_REQUIRED WORK_
Report all lines in the records that hold the string "main".

_SOURCE MATERIAL_
════

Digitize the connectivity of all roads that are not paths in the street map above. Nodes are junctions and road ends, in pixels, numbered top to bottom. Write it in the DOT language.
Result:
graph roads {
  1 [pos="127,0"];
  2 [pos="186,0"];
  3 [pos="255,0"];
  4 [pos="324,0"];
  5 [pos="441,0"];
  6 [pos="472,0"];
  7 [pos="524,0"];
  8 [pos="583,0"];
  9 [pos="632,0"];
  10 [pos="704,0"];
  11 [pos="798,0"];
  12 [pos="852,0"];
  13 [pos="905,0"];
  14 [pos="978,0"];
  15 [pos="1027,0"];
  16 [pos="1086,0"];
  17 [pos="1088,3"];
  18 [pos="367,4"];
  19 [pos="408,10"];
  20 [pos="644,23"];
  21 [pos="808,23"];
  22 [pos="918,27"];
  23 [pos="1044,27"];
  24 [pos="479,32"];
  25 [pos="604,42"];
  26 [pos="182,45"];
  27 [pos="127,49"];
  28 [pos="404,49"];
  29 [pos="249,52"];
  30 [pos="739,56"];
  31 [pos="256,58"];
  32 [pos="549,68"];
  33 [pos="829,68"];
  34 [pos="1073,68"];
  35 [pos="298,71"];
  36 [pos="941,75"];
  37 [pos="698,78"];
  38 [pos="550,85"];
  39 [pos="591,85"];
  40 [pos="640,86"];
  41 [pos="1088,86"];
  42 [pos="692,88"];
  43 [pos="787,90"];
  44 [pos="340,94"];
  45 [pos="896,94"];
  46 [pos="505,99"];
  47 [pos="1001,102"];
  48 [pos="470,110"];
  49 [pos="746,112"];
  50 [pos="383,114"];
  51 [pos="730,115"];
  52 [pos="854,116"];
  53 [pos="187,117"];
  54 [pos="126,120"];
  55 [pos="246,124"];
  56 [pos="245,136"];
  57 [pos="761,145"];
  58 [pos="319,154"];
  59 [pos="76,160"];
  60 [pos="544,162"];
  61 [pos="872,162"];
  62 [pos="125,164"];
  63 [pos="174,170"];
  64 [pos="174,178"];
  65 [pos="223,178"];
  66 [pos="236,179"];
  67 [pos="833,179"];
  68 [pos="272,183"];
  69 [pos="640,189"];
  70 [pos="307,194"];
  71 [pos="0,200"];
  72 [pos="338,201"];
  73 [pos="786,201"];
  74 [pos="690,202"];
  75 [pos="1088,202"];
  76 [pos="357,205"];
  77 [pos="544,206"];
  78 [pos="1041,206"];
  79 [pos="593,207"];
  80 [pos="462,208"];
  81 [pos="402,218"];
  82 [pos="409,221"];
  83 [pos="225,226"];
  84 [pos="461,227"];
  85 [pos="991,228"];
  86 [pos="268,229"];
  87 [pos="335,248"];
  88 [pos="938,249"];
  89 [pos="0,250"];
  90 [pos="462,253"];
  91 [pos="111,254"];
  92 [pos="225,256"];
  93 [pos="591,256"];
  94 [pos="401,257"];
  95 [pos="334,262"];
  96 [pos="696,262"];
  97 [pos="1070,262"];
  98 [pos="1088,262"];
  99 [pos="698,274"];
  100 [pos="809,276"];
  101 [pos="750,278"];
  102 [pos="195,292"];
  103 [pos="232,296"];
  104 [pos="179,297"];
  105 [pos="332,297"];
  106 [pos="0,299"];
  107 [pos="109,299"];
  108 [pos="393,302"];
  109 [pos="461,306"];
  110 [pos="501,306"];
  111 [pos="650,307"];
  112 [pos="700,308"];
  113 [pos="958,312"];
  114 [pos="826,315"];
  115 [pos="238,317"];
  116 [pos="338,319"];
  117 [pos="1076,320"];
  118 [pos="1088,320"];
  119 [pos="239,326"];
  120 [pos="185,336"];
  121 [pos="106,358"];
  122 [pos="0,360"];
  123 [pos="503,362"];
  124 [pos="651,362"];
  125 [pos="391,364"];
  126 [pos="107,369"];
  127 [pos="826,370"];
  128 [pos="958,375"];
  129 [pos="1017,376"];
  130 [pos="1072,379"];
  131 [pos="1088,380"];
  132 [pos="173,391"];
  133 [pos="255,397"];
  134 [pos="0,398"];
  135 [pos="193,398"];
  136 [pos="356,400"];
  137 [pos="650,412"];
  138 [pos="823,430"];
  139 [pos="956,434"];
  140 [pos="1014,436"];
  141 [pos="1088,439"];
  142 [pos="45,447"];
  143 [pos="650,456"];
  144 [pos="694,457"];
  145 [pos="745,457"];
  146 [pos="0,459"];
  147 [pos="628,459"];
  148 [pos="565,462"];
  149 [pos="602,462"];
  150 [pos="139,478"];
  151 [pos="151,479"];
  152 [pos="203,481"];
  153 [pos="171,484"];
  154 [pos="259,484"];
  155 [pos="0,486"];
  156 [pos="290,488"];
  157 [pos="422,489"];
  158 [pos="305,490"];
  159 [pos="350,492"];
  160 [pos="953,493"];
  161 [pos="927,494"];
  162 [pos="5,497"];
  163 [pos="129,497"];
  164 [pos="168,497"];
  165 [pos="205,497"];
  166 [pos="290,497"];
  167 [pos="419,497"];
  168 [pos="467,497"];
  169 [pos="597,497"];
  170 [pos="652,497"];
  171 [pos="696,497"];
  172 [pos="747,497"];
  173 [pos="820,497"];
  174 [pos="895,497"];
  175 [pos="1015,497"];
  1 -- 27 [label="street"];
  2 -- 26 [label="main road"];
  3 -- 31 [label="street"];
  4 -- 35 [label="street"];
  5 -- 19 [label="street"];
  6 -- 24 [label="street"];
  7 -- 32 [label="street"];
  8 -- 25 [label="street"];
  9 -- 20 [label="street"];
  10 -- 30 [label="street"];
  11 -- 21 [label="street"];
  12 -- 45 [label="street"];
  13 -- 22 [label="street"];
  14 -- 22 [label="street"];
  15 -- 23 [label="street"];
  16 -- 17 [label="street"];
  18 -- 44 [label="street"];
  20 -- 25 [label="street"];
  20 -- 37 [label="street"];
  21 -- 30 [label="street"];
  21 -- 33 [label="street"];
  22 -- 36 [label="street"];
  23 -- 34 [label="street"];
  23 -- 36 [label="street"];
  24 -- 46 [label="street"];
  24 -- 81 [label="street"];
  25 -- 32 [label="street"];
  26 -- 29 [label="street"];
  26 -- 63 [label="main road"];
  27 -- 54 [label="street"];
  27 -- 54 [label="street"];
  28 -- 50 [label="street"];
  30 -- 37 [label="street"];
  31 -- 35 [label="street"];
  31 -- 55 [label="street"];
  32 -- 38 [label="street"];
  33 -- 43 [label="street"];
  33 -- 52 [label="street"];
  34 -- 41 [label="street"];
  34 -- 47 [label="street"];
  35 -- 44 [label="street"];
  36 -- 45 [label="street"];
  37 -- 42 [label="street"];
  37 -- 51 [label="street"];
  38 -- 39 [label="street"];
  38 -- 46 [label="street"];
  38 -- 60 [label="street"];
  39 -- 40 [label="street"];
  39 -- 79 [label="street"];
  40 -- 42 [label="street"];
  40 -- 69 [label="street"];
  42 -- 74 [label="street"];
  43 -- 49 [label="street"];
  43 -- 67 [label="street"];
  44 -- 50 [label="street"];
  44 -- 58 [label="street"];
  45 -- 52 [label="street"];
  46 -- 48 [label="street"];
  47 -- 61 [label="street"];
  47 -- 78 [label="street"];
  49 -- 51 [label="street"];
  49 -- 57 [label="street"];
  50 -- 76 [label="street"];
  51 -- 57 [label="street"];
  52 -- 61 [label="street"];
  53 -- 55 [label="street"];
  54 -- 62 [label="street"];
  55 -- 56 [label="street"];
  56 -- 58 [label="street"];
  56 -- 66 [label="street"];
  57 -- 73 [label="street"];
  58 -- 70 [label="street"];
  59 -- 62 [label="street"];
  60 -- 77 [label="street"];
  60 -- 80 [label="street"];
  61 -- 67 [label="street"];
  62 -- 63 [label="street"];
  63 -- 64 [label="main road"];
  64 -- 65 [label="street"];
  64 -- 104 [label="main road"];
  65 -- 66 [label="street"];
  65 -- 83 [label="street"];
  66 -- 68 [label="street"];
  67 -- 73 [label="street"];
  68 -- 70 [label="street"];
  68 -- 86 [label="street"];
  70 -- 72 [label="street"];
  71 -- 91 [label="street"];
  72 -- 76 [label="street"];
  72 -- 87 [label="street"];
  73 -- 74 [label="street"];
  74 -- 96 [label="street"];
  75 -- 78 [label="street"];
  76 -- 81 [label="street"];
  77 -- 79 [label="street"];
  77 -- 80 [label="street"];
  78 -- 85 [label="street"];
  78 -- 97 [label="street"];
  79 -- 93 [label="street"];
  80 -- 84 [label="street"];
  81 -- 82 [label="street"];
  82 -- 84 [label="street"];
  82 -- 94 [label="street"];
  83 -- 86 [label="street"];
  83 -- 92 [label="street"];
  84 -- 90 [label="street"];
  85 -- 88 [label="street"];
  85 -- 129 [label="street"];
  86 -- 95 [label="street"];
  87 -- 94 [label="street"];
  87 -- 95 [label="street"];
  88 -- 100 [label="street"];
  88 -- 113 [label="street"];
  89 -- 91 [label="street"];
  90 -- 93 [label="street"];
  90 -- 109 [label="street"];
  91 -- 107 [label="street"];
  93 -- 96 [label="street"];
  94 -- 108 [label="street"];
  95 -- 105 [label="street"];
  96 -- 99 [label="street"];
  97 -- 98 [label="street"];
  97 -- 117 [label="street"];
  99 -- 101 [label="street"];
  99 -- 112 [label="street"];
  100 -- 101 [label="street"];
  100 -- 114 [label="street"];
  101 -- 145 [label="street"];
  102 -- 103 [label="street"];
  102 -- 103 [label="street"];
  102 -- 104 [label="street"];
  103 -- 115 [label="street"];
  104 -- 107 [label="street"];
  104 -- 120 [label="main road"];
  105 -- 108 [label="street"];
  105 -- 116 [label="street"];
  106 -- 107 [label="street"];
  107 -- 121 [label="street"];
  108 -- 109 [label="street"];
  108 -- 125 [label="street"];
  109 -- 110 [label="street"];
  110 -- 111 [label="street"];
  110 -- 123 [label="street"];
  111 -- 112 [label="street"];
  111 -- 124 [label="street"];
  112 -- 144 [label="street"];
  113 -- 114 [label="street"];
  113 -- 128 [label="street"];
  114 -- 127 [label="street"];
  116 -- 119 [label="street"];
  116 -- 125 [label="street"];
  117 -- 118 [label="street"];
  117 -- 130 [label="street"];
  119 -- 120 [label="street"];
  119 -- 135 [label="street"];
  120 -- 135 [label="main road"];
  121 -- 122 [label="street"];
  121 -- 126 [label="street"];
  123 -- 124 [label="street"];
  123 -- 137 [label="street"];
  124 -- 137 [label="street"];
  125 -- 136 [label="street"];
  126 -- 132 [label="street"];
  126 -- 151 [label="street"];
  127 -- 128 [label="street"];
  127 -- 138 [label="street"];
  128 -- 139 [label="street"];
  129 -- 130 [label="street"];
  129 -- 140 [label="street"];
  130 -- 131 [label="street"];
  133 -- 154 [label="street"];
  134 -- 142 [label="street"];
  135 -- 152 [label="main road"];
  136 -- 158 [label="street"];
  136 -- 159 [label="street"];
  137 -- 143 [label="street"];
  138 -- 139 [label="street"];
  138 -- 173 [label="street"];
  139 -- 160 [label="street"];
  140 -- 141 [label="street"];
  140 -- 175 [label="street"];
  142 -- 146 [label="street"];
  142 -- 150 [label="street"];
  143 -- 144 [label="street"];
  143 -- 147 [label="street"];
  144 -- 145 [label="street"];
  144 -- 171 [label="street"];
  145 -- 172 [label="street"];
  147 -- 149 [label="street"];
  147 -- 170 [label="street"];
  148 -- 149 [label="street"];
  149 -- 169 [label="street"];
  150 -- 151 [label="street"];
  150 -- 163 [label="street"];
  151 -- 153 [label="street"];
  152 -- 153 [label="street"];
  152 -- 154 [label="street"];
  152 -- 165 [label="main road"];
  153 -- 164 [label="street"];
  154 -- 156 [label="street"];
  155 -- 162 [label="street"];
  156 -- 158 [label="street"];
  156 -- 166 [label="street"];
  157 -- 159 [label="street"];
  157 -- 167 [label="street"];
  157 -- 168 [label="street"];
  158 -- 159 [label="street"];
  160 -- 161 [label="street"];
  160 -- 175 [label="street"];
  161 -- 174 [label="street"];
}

════

_TASK RESPONSE_
  2 -- 26 [label="main road"];
  26 -- 63 [label="main road"];
  63 -- 64 [label="main road"];
  64 -- 104 [label="main road"];
  104 -- 120 [label="main road"];
  120 -- 135 [label="main road"];
  135 -- 152 [label="main road"];
  152 -- 165 [label="main road"];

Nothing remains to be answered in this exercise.